Até hoje não se aprendeu a distinção conceitual entre prisão preventiva e prisão decorrente da pena. PISAPIA (1965), àquela época, dizia: “a ragione ammoniva S. Agostino che ‘gli uomini torturano per sapere se si deve troturare’” (Santo Agostinho, com razão, advertiu que ‘os homens torturam para descobrirem se devem torturar’”. Não é preciso muito esforço para encampar a mesma realidade no Brasil de hoje: prende-se para descobrir se se deve prender.

Pois bem. Com relação às reformas processuais penais italianas, sugiro ao leitor e à leitora que recorram ao excelente texto de Renzo Orlandi, disponível na obra “Mentalidade inquisitória e processo penal no Brasil”, da editora Empório do Direito. Com relação às reformas brasileiras, sendo a mais notável delas a de 2008 (gestada na década de setenta sob a alcunha de Projeto Frederico Marques), é preciso dizer que apesar delas, pouca coisa mudou – e, apesar das boas intenções dos responsáveis pelas reformas, muita coisa mudou para pior.

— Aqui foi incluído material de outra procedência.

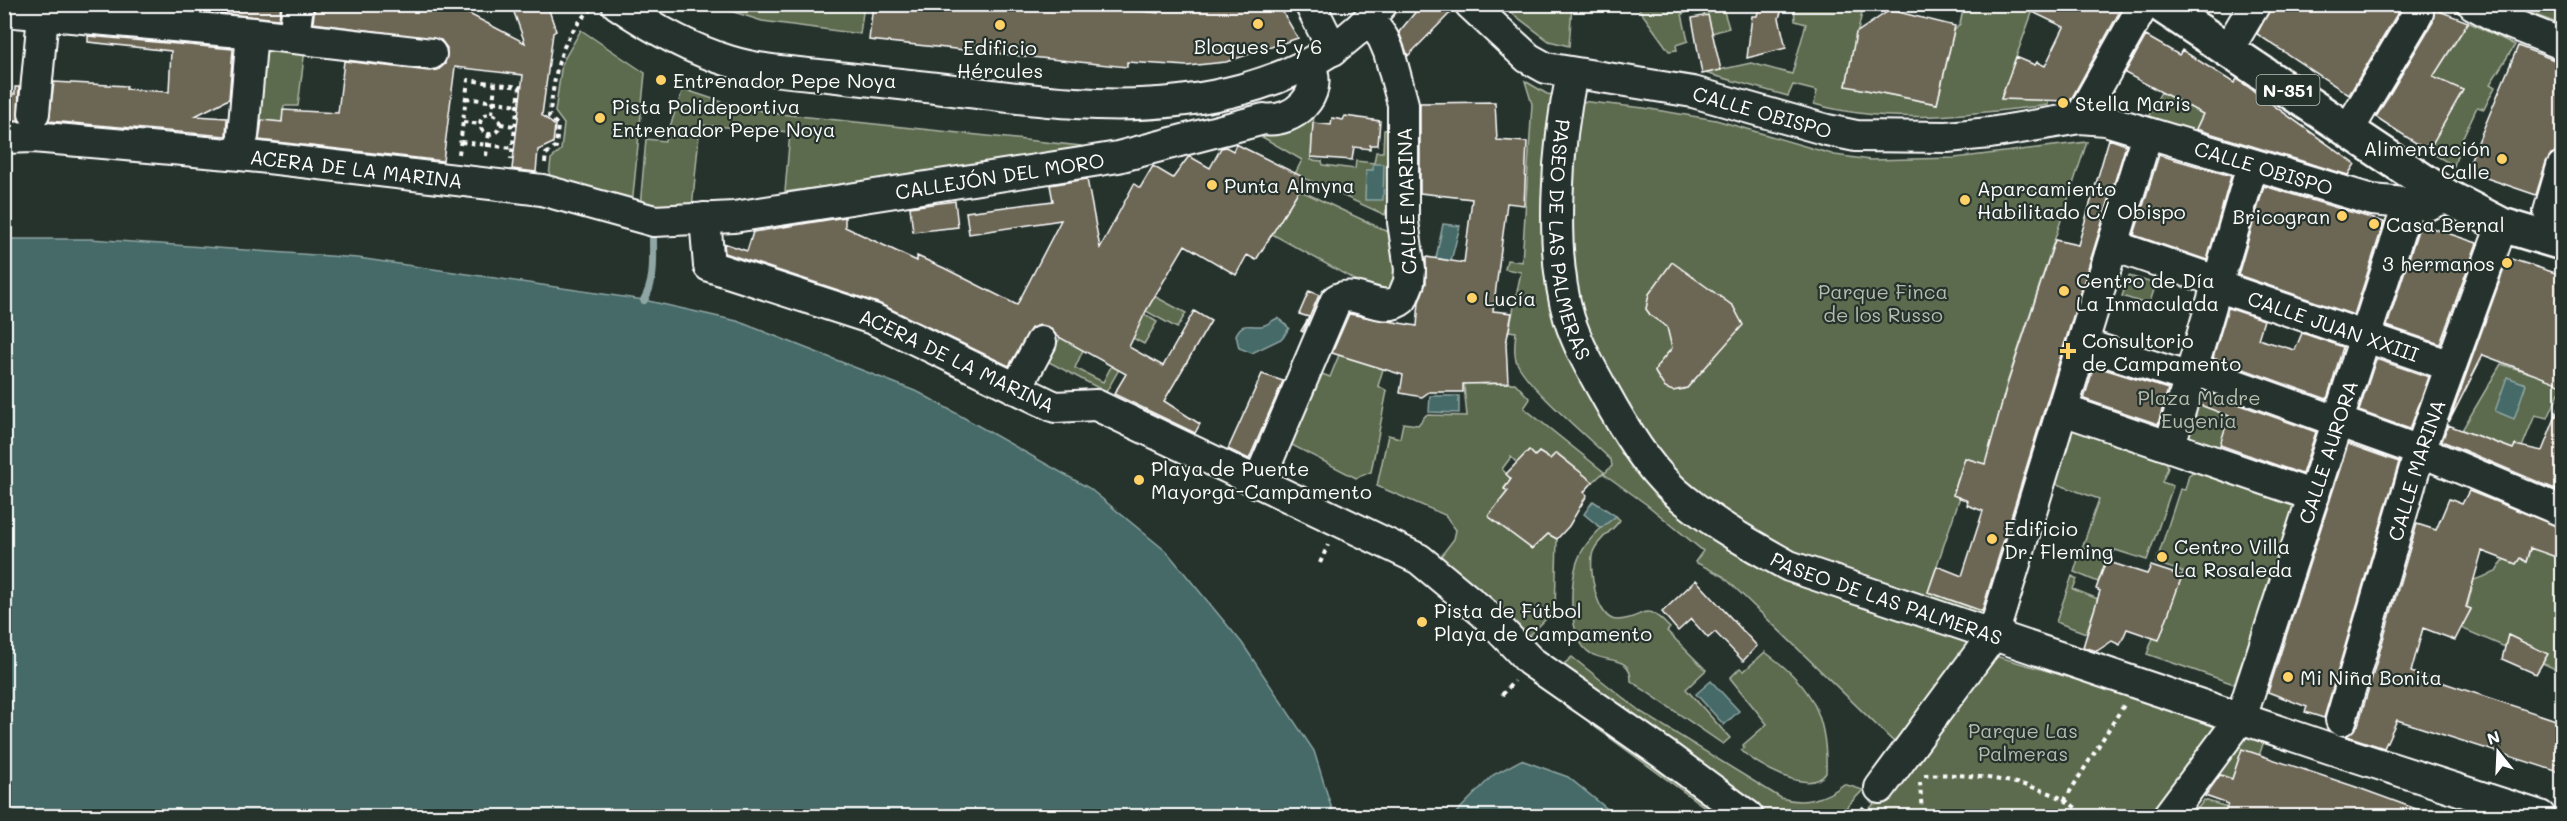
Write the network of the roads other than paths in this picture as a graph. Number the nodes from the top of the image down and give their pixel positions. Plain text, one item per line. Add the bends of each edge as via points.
1 (298, 4) edge
2 (617, 4) edge
3 (1310, 4) edge
4 (1470, 4) edge
5 (2144, 4) edge
6 (2159, 4) edge
7 (2254, 4) edge
8 (2473, 4) edge
9 (23, 11) edge
10 (1376, 12) edge
11 (127, 13) edge
12 (2418, 13) dead end
13 (214, 17) edge
14 (252, 33) junction
15 (294, 38) junction
16 (2562, 44) edge
17 (2228, 51) junction
18 (431, 54) dead end
19 (1322, 57) junction
20 (1572, 74) junction
21 (1274, 80) junction
22 (34, 113) dead end
23 (2080, 118) junction
24 (1264, 119) junction
25 (2349, 129) junction
26 (2147, 134) junction
27 (243, 136) dead end
28 (4, 138) edge
29 (2252, 166) junction
30 (2562, 167) edge
31 (2448, 197) junction
32 (2408, 205) junction
33 (2562, 215) edge
34 (719, 217) junction
35 (2502, 225) junction
36 (2562, 243) edge
37 (2114, 246) junction
38 (2218, 284) junction
39 (2366, 337) junction
40 (1041, 342) dead end
41 (2083, 344) junction
42 (2451, 366) junction
43 (2191, 373) junction
44 (1016, 389) junction
45 (2063, 410) junction
46 (2338, 423) junction
47 (2170, 445) junction
48 (2420, 451) junction
49 (1258, 483) junction
50 (2314, 496) junction
51 (2562, 511) edge
52 (1993, 635) junction
53 (2241, 718) junction
54 (2342, 720) dead end
55 (1880, 788) dead end
56 (1748, 816) edge
57 (2168, 816) edge
58 (2540, 816) edge

1 - 15 street
2 - 21 street via 651,27 730,62 790,72 1075,104 1174,102
3 - 19 street
4 - 20 street, CALLE OBISPO via 1528,58 1546,69
5 - 23 street
6 - 17 highway, N-351
7 - 17 street
8 - 16 street
9 - 11 street
9 - 22 street
10 - 19 street
10 - 49 street, CALLE MARINA via 1401,96 1403,222 1410,269 1407,291 1397,304 1390,306 1342,297 1334,304
11 - 13 street
12 - 25 street
13 - 14 street
14 - 15 street
14 - 27 street
15 - 18 street
17 - 25 highway, N-351
19 - 21 street
19 - 24 street, CALLEJÓN DEL MORO via 1307,101 1288,116
20 - 23 street, CALLE OBISPO via 1693,92 1856,136 1947,137
20 - 52 street, PASEO DE LAS PALMERAS via 1559,182 1561,272 1569,317 1580,344 1636,448 1683,499 1734,535 1789,566
21 - 24 street via 1280,104
23 - 26 street, CALLE OBISPO via 2105,120
24 - 34 street, CALLEJÓN DEL MORO via 1118,157
25 - 31 highway, N-351
26 - 29 street, CALLE OBISPO
26 - 37 street
28 - 34 street, ACERA DE LA MARINA via 33,137 241,155 542,190 654,220
29 - 32 street, CALLE OBISPO via 2342,193
29 - 38 street
30 - 33 street via 2549,212
31 - 32 street, CALLE OBISPO via 2427,205
31 - 35 highway, N-351
32 - 39 street, CALLE AURORA
34 - 44 street, ACERA DE LA MARINA via 709,266 873,319
35 - 36 highway, N-351
35 - 42 street, CALLE MARINA
37 - 38 street, CALLE JUAN XXIII
37 - 41 street
38 - 39 street, CALLE JUAN XXIII
38 - 43 street
39 - 42 street, CALLE JUAN XXIII
39 - 46 street, CALLE AURORA
40 - 44 street
41 - 43 street
41 - 45 street
42 - 48 street, CALLE MARINA
43 - 46 street
43 - 47 street
44 - 49 street, ACERA DE LA MARINA via 1055,407 1096,405
45 - 47 street
45 - 52 street
46 - 48 street
46 - 50 street, CALLE AURORA
47 - 50 street
48 - 51 street
48 - 54 street, CALLE MARINA
49 - 56 street, ACERA DE LA MARINA via 1419,559 1484,614 1530,661
50 - 53 street, CALLE AURORA
52 - 53 street, PASEO DE LAS PALMERAS
52 - 55 street
53 - 57 street, CALLE AURORA
53 - 58 street, PASEO DE LAS PALMERAS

Um estudo detalhado das Leis n. 11.689/08, 11.690/08, 11.719/08, que reformularam, respectivamente, o procedimento do Tribunal do Júri, os dispositivos relativos à produção probatória e os procedimentos comuns ordinário e sumário, leva à percepção do retrocesso no caminho de efetivação das garantias processuais previstas no texto constitucional em 1988.

Como exemplo do retrocesso, cite-se a nova redação dada ao artigo 362, que introduziu o instituto da citação por hora certa nos casos em que o oficial de justiça constata que o acusado se oculta para não ser citado, permitindo, nessas situações, que o acusado não seja citado pessoalmente, ou, em outras palavras, possibilitando a existência de processo sem o conhecimento da acusação, com base em critérios subjetivos do oficial de justiça.

Ocorre que “é uma imensa responsabilidade que se deposita nas mãos de um oficial de justiça, eis que se presta a todo tipo de manobra fraudulenta, motivo pelo qual deverá o juiz ter extrema cautela em aceitar uma certidão com esse conteúdo” (LOPES JR., 2014).

As distorções da reforma não param por aí, muitas delas atuando na reprodução e na legitimação de um direito processual penal destinado à contenção de inimigos, mais precisamente, os excluídos. Veja-se a tentativa (frustrada) de adoção de um modelo europeu em que o ofendido participa do processo, na redação do art. 387, IV, que passou a prever a possibilidade de o juiz fixar um valor mínimo para a reparação dos danos causados pela infração, considerando os prejuízos do ofendido, sem que este participe efetivamente do processo penal.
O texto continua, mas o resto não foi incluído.